## Work item
Within the records, tally the lines that contain "Crescent" and reply with that number only.

▬▬▬

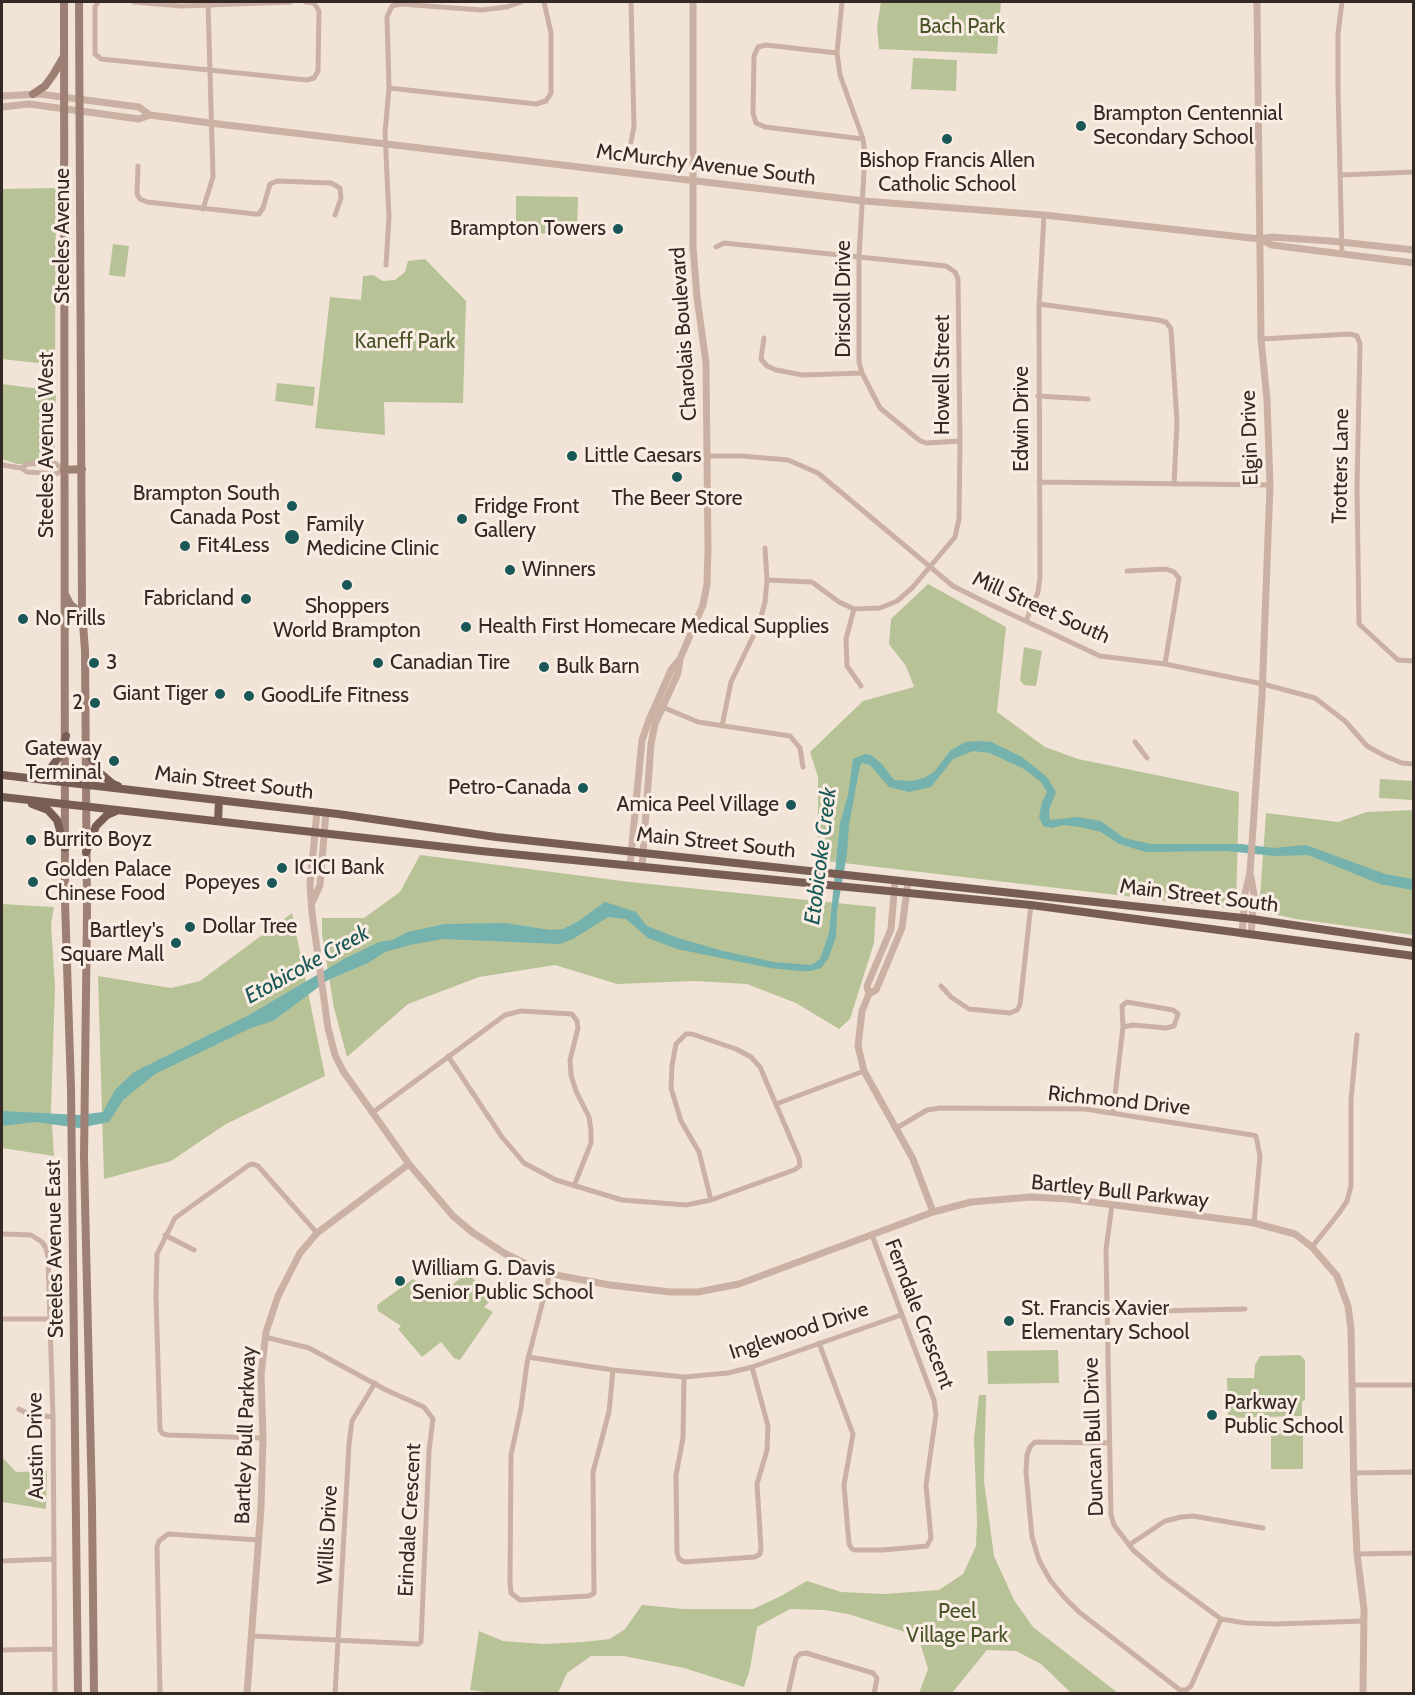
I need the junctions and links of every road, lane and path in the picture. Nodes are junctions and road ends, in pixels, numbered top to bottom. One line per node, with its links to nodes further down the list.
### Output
1 (64, 2): 16 (main road)
2 (80, 2): 22 (main road, Steeles Avenue)
3 (98, 2): 17 (street)
4 (134, 2): 14 (street)
5 (291, 2): 14 (street)
6 (306, 2): 17 (street)
7 (521, 2): 18 (street)
8 (544, 2): 18 (street)
9 (631, 2): 29 (street)
10 (693, 2): 34 (street, Charolais Boulevard)
11 (842, 2): 15 (street, Driscoll Drive)
12 (1257, 2): 39 (street, Elgin Drive)
13 (1342, 2): 33 (street)
14 (208, 3): 17 (street)
15 (837, 53): 28 (street, Driscoll Drive); 28 (street)
16 (64, 57): 19 (main road); 21 (main road)
17 (209, 71): 27 (street)
18 (389, 88): 30 (street)
19 (33, 94): 20 (street, McMurchy Avenue South); 21 (street, McMurchy Avenue South)
20 (2, 96)
21 (64, 97): 22 (street, McMurchy Avenue South); 24 (main road)
22 (80, 99): 25 (main road, Steeles Avenue); 26 (street, McMurchy Avenue South)
23 (2, 106): 24 (street, McMurchy Avenue South)
24 (65, 109): 25 (street, McMurchy Avenue South); 50 (main road, Steeles Avenue West)
25 (80, 111): 26 (street, McMurchy Avenue South); 51 (main road, Steeles Avenue)
26 (150, 115): 27 (street, McMurchy Avenue South)
27 (210, 123): 30 (street, McMurchy Avenue South); 36 (street)
28 (863, 139): 35 (street, Driscoll Drive)
29 (631, 142)
30 (386, 143): 34 (street, McMurchy Avenue South); 46 (street)
31 (138, 166): 36 (street)
32 (1413, 172): 33 (street)
33 (1341, 175): 40 (street)
34 (694, 182): 35 (street, McMurchy Avenue South); 56 (street, Charolais Boulevard)
35 (864, 201): 38 (street, McMurchy Avenue South); 44 (street, Driscoll Drive)
36 (203, 209): 37 (street)
37 (335, 215)
38 (1044, 215): 39 (street, McMurchy Avenue South); 47 (street, Edwin Drive)
39 (1260, 240): 40 (street, McMurchy Avenue South); 43 (street, McMurchy Avenue South); 49 (street, Elgin Drive)
40 (1341, 242): 42 (street, McMurchy Avenue South); 43 (street)
41 (716, 247): 44 (street)
42 (1413, 250)
43 (1342, 255): 45 (street, McMurchy Avenue South)
44 (859, 256): 52 (street, Driscoll Drive); 55 (street, Howell Street)
45 (1413, 263)
46 (386, 265)
47 (1039, 304): 53 (street, Edwin Drive); 62 (street)
48 (764, 338): 52 (street)
49 (1261, 339): 63 (street, Elgin Drive); 72 (street, Trotters Lane)
50 (66, 342): 51 (main road); 60 (main road, Steeles Avenue West)
51 (81, 343): 59 (main road, Steeles Avenue)
52 (862, 373): 55 (street, Driscoll Drive)
53 (1038, 396): 54 (street); 61 (street, Edwin Drive)
54 (1088, 399)
55 (960, 441): 65 (street, Howell Street)
56 (707, 456): 65 (street, Mill Street South); 76 (street, Charolais Boulevard)
57 (2, 465): 58 (street)
58 (21, 468): 60 (street); 60 (street)
59 (82, 469): 60 (main road); 70 (main road, Steeles Avenue West)
60 (64, 470): 68 (main road, Steeles Avenue West)
61 (1039, 482): 62 (street); 71 (street, Edwin Drive)
62 (1174, 484): 63 (street)
63 (1270, 485): 74 (street, Elgin Drive)
64 (765, 548): 67 (street)
65 (930, 567): 69 (street, Howell Street); 71 (street, Mill Street South)
66 (1127, 571): 73 (street)
67 (767, 580): 69 (street); 77 (street)
68 (65, 592): 70 (main road); 78 (main road, Steeles Avenue West)
69 (854, 609): 75 (street)
70 (83, 616): 80 (main road, Steeles Avenue West)
71 (1026, 621): 73 (street, Mill Street South)
72 (1413, 662)
73 (1165, 664): 74 (street, Mill Street South)
74 (1263, 684): 82 (street, Mill Street South); 109 (street, Elgin Drive)
75 (861, 686)
76 (660, 706): 77 (street); 100 (street, Charolais Boulevard); 101 (street, Charolais Boulevard)
77 (722, 726): 83 (street)
78 (66, 736): 85 (main road); 86 (main road, Steeles Avenue West)
79 (1135, 742): 81 (street)
80 (86, 747): 87 (main road, Steeles Avenue West); 88 (main road)
81 (1147, 758)
82 (1413, 764)
83 (804, 767)
84 (2, 775): 85 (main road, Main Street South)
85 (19, 777): 86 (main road, Main Street South)
86 (66, 782): 87 (main road, Main Street South); 92 (main road)
87 (86, 784): 88 (main road, Main Street South); 93 (main road)
88 (124, 788): 91 (main road, Main Street South)
89 (2, 797): 90 (main road)
90 (20, 799): 92 (main road, Main Street South); 98 (main road)
91 (219, 800): 95 (main road, Main Street South); 96 (main road)
92 (66, 804): 93 (main road, Main Street South); 98 (main road, Steeles Avenue East)
93 (86, 807): 94 (main road, Main Street South); 99 (main road, Steeles Avenue East)
94 (119, 810): 96 (main road, Main Street South); 99 (main road)
95 (321, 812): 97 (street, Bartley Bull Parkway); 100 (main road, Main Street South)
96 (218, 821): 97 (main road, Main Street South)
97 (320, 833): 102 (main road, Main Street South); 121 (street, Bartley Bull Parkway)
98 (66, 848): 170 (main road, Steeles Avenue East)
99 (86, 852): 171 (main road, Steeles Avenue East)
100 (631, 852): 101 (main road, Main Street South); 102 (street, Charolais Boulevard)
101 (643, 853): 103 (street, Charolais Boulevard); 104 (main road, Main Street South)
102 (630, 866): 103 (main road, Main Street South)
103 (642, 867): 106 (main road, Main Street South)
104 (895, 881): 105 (main road, Main Street South); 106 (street)
105 (908, 882): 107 (street); 108 (main road, Main Street South)
106 (894, 892): 107 (main road, Main Street South); 114 (street)
107 (907, 893): 108 (main road, Main Street South); 114 (street)
108 (1032, 901): 109 (main road, Main Street South); 110 (main road, Main Street South); 113 (street)
109 (1248, 919): 110 (street, Elgin Drive); 111 (main road, Main Street South)
110 (1247, 934): 112 (main road, Main Street South)
111 (1413, 943)
112 (1413, 956)
113 (941, 986)
114 (869, 994): 118 (street)
115 (1123, 1027): 115 (street); 120 (street)
116 (1357, 1035): 133 (street)
117 (448, 1056): 121 (street); 124 (street); 124 (street)
118 (864, 1071): 119 (street); 122 (street)
119 (776, 1104): 125 (street); 125 (street)
120 (1113, 1112): 122 (street, Richmond Drive); 128 (street, Richmond Drive)
121 (372, 1113): 123 (street, Bartley Bull Parkway)
122 (895, 1129): 127 (street)
123 (409, 1164): 129 (street, Bartley Bull Parkway); 135 (street, Bartley Bull Parkway)
124 (574, 1186): 125 (street)
125 (711, 1200)
126 (1112, 1205): 127 (street, Bartley Bull Parkway); 128 (street, Bartley Bull Parkway); 137 (street, Duncan Bull Drive)
127 (933, 1212): 132 (street, Bartley Bull Parkway)
128 (1254, 1223): 133 (street, Bartley Bull Parkway)
129 (316, 1233): 131 (street); 141 (street, Bartley Bull Parkway)
130 (2, 1234): 140 (street, Austin Drive)
131 (165, 1235): 134 (street); 152 (street)
132 (872, 1235): 135 (street, Bartley Bull Parkway); 138 (street, Ferndale Crescent)
133 (1312, 1247): 148 (street, Bartley Bull Parkway)
134 (194, 1250)
135 (550, 1273): 143 (street)
136 (1245, 1309): 137 (street)
137 (1107, 1312): 153 (street, Duncan Bull Drive)
138 (901, 1314): 142 (street, Inglewood Drive); 142 (street, Ferndale Crescent)
139 (2, 1318): 140 (street)
140 (51, 1319): 151 (street, Austin Drive)
141 (265, 1337): 147 (street, Erindale Crescent); 152 (street, Bartley Bull Parkway)
142 (819, 1343): 144 (street, Inglewood Drive)
143 (528, 1357): 145 (street, Inglewood Drive); 145 (street)
144 (752, 1367): 146 (street, Inglewood Drive); 146 (street)
145 (613, 1370): 146 (street, Inglewood Drive)
146 (684, 1377)
147 (375, 1383): 166 (street, Willis Drive); 166 (street, Erindale Crescent)
148 (1353, 1385): 149 (street); 155 (street, Bartley Bull Parkway)
149 (1413, 1385)
150 (19, 1409): 151 (street)
151 (53, 1417): 161 (street, Austin Drive)
152 (263, 1438): 157 (street, Bartley Bull Parkway)
153 (1109, 1443): 158 (street, Duncan Bull Drive); 163 (street)
154 (1413, 1472): 155 (street)
155 (1353, 1473): 160 (street, Bartley Bull Parkway)
156 (1263, 1528): 158 (street)
157 (259, 1540): 165 (street, Bartley Bull Parkway); 172 (street)
158 (1129, 1545): 163 (street, Duncan Bull Drive)
159 (1413, 1553): 160 (street)
160 (1357, 1554): 164 (street, Bartley Bull Parkway)
161 (53, 1559): 162 (street); 167 (street, Austin Drive)
162 (2, 1561)
163 (1221, 1618): 164 (street, Duncan Bull Drive)
164 (1364, 1621): 177 (street, Bartley Bull Parkway)
165 (252, 1636): 166 (street, Erindale Crescent); 173 (street, Bartley Bull Parkway)
166 (339, 1641): 174 (street, Willis Drive)
167 (54, 1649): 168 (street); 169 (street, Austin Drive)
168 (2, 1650)
169 (55, 1694)
170 (78, 1694)
171 (94, 1694)
172 (160, 1694)
173 (247, 1694)
174 (335, 1694)
175 (788, 1694): 176 (street)
176 (874, 1694)
177 (1363, 1694)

▬▬▬

## Result of the exercise
5